Population (2024-12-31)
- • Total: 5,284
- • Density: 301.1/km^{2} (779.8/sq mi)
- Time zone: UTC+01:00 (CET)
- • Summer (DST): UTC+02:00 (CEST)
- Postal codes: 83448–83451
- Dialling codes: 08651
- Vehicle registration: BGL
- Website: www.piding.de

= Piding =

Piding is an approved climatic spa in Bavaria near to the border of Austria close to Bad Reichenhall and Freilassing.

==Geography==

===Geographical position===
Piding is located in the middle of the Landkreis Berchtesgadener Land.

The municipal area corresponds to a natural expanse: It is bounded by the mountains Hochstaufen (1771 m) and Fuderheuberg (1.350 m) in the South, by the river Saalach in the East and by the hill Högl in the North-West. In the North-East, the Saalach shapes the borderline to Salzburg (Austria).

===Districts and Neighbours===
The districts are Piding, Kleinhögl, Bichlbruck, Urwies, Mauthausen, Staufenbrücke and Pidingerau.

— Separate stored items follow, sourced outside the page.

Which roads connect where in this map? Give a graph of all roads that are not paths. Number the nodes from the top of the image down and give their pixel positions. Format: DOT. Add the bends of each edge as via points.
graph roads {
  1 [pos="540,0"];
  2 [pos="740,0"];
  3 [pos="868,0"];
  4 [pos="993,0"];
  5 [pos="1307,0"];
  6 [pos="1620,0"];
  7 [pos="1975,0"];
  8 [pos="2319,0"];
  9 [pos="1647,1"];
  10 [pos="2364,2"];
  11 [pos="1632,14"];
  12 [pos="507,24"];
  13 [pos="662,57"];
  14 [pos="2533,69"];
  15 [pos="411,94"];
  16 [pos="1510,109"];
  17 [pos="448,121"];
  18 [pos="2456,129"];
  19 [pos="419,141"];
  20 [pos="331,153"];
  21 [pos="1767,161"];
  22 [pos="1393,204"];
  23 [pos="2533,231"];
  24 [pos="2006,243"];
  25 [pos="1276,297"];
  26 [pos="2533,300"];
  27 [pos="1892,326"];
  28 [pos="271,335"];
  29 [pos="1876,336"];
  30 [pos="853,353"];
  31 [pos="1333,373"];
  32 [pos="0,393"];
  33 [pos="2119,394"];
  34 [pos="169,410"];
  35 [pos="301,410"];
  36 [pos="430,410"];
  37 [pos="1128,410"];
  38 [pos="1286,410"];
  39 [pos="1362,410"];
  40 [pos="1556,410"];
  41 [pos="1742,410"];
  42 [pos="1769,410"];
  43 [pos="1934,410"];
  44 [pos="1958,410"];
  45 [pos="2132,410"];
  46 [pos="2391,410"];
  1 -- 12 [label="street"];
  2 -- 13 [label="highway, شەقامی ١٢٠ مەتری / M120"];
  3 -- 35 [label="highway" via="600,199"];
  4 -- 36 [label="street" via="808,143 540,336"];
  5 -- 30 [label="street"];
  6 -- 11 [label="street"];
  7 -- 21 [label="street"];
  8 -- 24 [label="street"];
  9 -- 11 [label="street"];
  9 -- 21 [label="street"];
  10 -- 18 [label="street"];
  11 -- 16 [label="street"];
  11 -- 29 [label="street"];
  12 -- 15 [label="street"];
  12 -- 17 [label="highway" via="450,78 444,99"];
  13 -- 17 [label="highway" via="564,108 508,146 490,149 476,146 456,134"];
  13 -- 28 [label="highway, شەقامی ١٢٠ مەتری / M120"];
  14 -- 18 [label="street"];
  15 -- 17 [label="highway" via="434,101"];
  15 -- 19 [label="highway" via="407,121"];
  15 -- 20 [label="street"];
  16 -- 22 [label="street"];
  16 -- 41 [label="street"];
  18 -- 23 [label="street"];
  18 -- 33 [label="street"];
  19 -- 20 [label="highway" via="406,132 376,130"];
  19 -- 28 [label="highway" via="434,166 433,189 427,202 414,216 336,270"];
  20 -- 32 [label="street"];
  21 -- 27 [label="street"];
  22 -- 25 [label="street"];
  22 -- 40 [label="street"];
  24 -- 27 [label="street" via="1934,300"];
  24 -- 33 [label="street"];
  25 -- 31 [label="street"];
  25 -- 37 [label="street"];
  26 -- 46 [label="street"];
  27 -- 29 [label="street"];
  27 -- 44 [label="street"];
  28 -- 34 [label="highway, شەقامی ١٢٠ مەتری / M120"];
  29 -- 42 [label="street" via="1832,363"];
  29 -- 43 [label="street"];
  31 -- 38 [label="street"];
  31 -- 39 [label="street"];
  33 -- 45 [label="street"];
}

Immediate neighbours are the town Bad Reichenhall and the municipalities Ainring and Anger.

==History==
Archaeological troves show that the region was already populated in the New Stone Age (about 2800 BC). During the construction of the (former) ski-lift at the Fuderheuberg in 1970, copper bars from the Bronze Age were found.

===Religions===
The Catholic parish Maria Geburt (birth of Mary) is responsible for these churches:
- parish church Maria Geburt (Piding)
- St. Laurentius (Mauthausen)
- St. Johannes at Johannishögl (no regular masses)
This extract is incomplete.